Write electron configurations for the most stable ion formed by each of the elements Te, \(\mathrm{Cl}, \mathrm{Sr}\), and \(\mathrm{Li}\) (when in stable ionic compounds).

Short Answer

Expert verified
The electron configurations for the most stable ions formed by Te, Cl, Sr, and Li are: Te²⁻: \([Kr] 5s^2 4d^{10} 5p^6\) Cl⁻: \([Ne] 3s^2 3p^6\) Sr²⁺: \([Kr]\) Li⁺: \([He]\)

Step by step solution

01

Determine the number of valence electrons

To do this, we can use the periodic table to determine the group number for each element. The group number indicates the number of valence electrons.
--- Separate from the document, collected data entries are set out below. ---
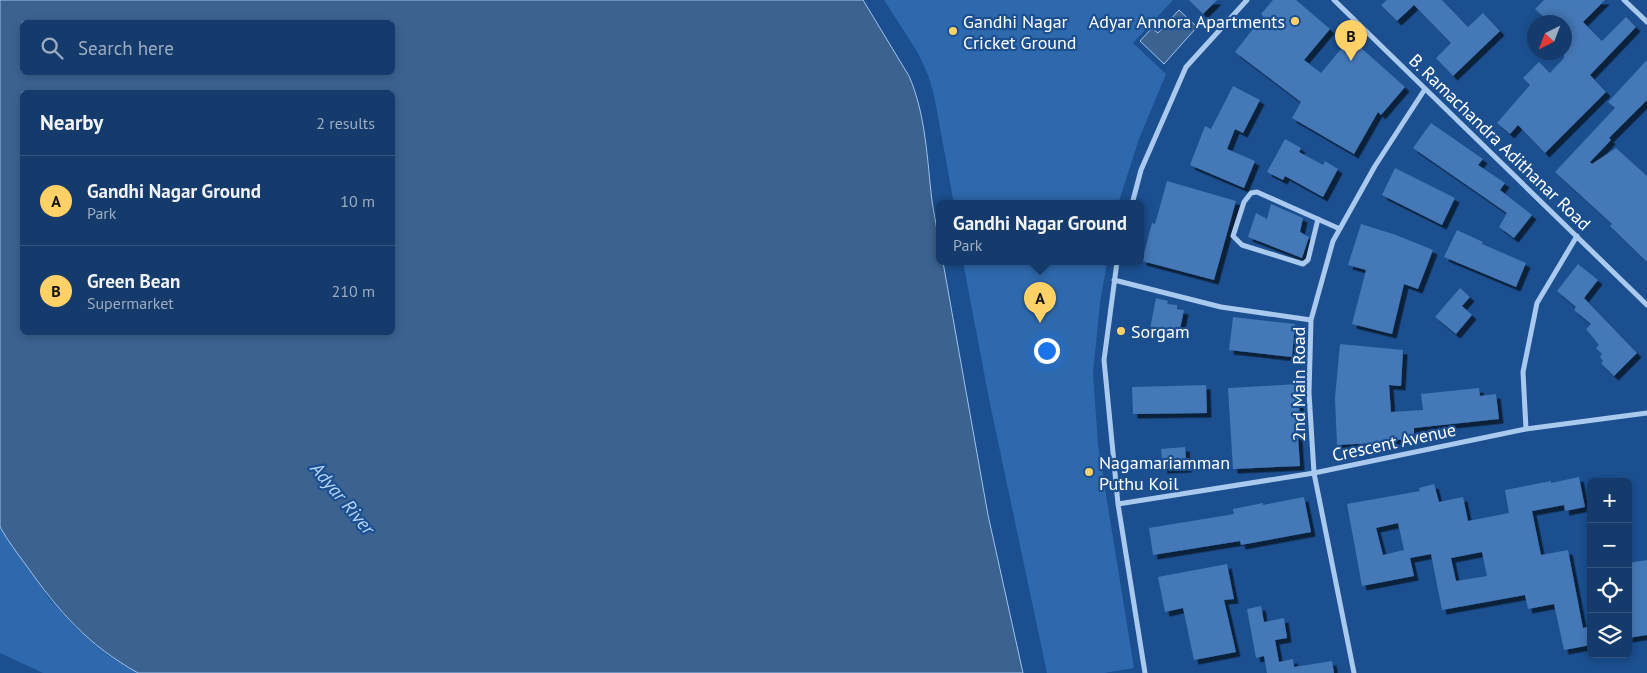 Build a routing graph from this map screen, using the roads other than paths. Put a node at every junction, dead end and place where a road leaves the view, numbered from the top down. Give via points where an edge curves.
1 (1247, 0) edge
2 (1334, 0) edge
3 (1624, 0) edge
4 (1647, 22) edge
5 (1425, 89) junction
6 (1133, 200) edge
7 (1318, 219) junction
8 (1340, 229) junction
9 (1577, 236) junction
10 (1116, 265) edge
11 (1114, 280) junction
12 (1647, 305) edge
13 (1311, 320) junction
14 (1647, 413) edge
15 (1526, 429) junction
16 (1314, 473) junction
17 (1118, 504) junction
18 (1145, 673) edge
19 (1354, 673) edge

1 - 6 street via 1186,67 1141,170
2 - 5 street, B. Ramachandra Adithanar Road
3 - 4 street
5 - 8 street, 2nd Main Road via 1375,166
5 - 9 street, B. Ramachandra Adithanar Road
7 - 7 street via 1257,192 1251,193 1244,202 1234,236 1242,245 1302,264 1308,260
7 - 8 street
8 - 13 street, 2nd Main Road via 1333,241
9 - 12 street, B. Ramachandra Adithanar Road
9 - 15 street via 1537,303 1523,372
10 - 11 street
11 - 13 street via 1221,307
11 - 17 street via 1104,360
13 - 16 street, 2nd Main Road via 1309,393
14 - 15 street, Crescent Avenue
15 - 16 street, Crescent Avenue
16 - 17 street, Crescent Avenue
16 - 19 street, 2nd Main Road
17 - 18 street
Te (Tellurium) - Group 16 - 6 valence electrons Cl (Chlorine) - Group 17 - 7 valence electrons Sr (Strontium) - Group 2 - 2 valence electrons Li (Lithium) - Group 1 - 1 valence electron
02

Determine the most stable charges for each ion

To form ionic compounds, atoms will lose or gain electrons to achieve a stable electron configuration. Elements in groups 1-3 tend to lose electrons, while those in groups 14-18 tend to gain electrons. Te: Gains 2 electrons to achieve a full outer shell (charge of -2) Cl: Gains 1 electron to achieve a full outer shell (charge of -1) Sr: Loses 2 electrons to achieve a stable electron configuration (charge of +2) Li: Loses 1 electron to achieve a stable electron configuration (charge of +1)
03

Write the electron configurations for each ion

Now that we know the most stable charges for each ion, we can find their electron configuration. For cations (positive ions), remove the corresponding number of electrons from the neutral atom's configuration. For anions (negative ions), add the corresponding number of electrons to the neutral atom's configuration. Te: Neutral atom electron configuration: [Kr] 5s² 4d¹⁰ 5p⁴ Ion: Te²⁻ [Kr] 5s² 4d¹⁰ 5p⁶ Cl: Neutral atom electron configuration: [Ne] 3s² 3p⁵ Ion: Cl⁻ [Ne] 3s² 3p⁶ Sr: Neutral atom electron configuration: [Kr] 5s² Ion: Sr²⁺ [Kr] Li: Neutral atom electron configuration: [He] 2s¹ Ion: Li⁺ [He]
04

Electron configurations for the most stable ions

Te²⁻: [Kr] 5s² 4d¹⁰ 5p⁶ Cl⁻: [Ne] 3s² 3p⁶ Sr²⁺: [Kr] Li⁺: [He]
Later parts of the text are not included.